Easter eggnog bake
- TM6
- Active time 10 minutes
- Total time 1 hour 30 minutes
- Servings 12 portions
- Mocha eggog
- 6 egg yolks
- 200 g caster sugar
- ½ tsp natural vanilla extract
- 40 g dark chocolate (70% cocoa)
- 25 g instant coffee
- 125 g vodka
- 125 g brandy
- Hot cross buns bake
- 6 hot cross buns, cut into slices (2 cm - see Tips)
- unsalted butter, to grease
- 4 eggs
- 100 g pouring (whipping) cream
- 100 g brown sugar
- 1 tsp ground cinnamon
- ½ tsp ground nutmeg
- cream or ice cream, to serve
Preparation
- Place all Mocha eggnog ingredients into mixing bowl and cook Thicken/80°C. Place liqueur into a hot-rinsed sealable storage bottle, leaving a few centimeters space at the top, and set aside to cool. Clean and dry mixing bowl.
- Preheat oven to 180°C. Grease a baking dish (24 cm) with butter, then place hot cross buns in the bottom of the dish and set aside.

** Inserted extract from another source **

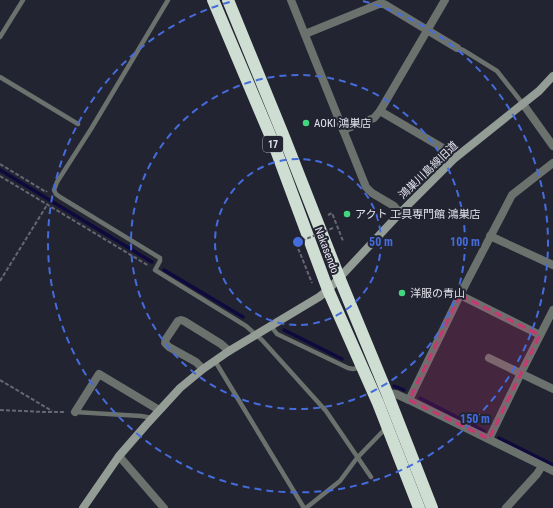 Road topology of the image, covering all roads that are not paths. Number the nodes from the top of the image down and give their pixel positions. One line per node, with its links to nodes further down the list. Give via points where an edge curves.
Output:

- Place all remaining bake ingredients into mixing bowl, then
- mix 20 sec/speed 4. Pour over the hot cross buns, making sure they are well covered.
- Allow the bread to soak for at least 10 minutes (see Tips).
- Cover the baking dish with foil then bake for 20 minutes (180°C). Remove foil and bake for a further 10-15 minutes (180°C) until golden brown. Serve warm with or cream ice cream.
Tips & Tricks
Tips
- You can prepare this dish ahead of time. After step 4, cover baking dish tightly with plastic wrap then place in the freezer for up to 1 month. Remove from the freezer, remove cling wrap and replace with foil before continuing with the recipe. You will need to bake for an additional 5 minutes to ensure it is cooked through.
- This is a thick style of advocaat. If you prefer a thinner consistency, add 150-200 g full cream milk in step 1 and proceed as per recipe.
- You can replace hot cross buns with 6 slices of fruit toast (untoasted), cut into 2 cm slices.
Variation
- Cinnamon scrolls: substitute Hot cross buns for left over cinnamon scrolls. At step 2: place only the eggs and eggnog into mixing bowl and mix 20 sec/speed 4, then continue with the recipe.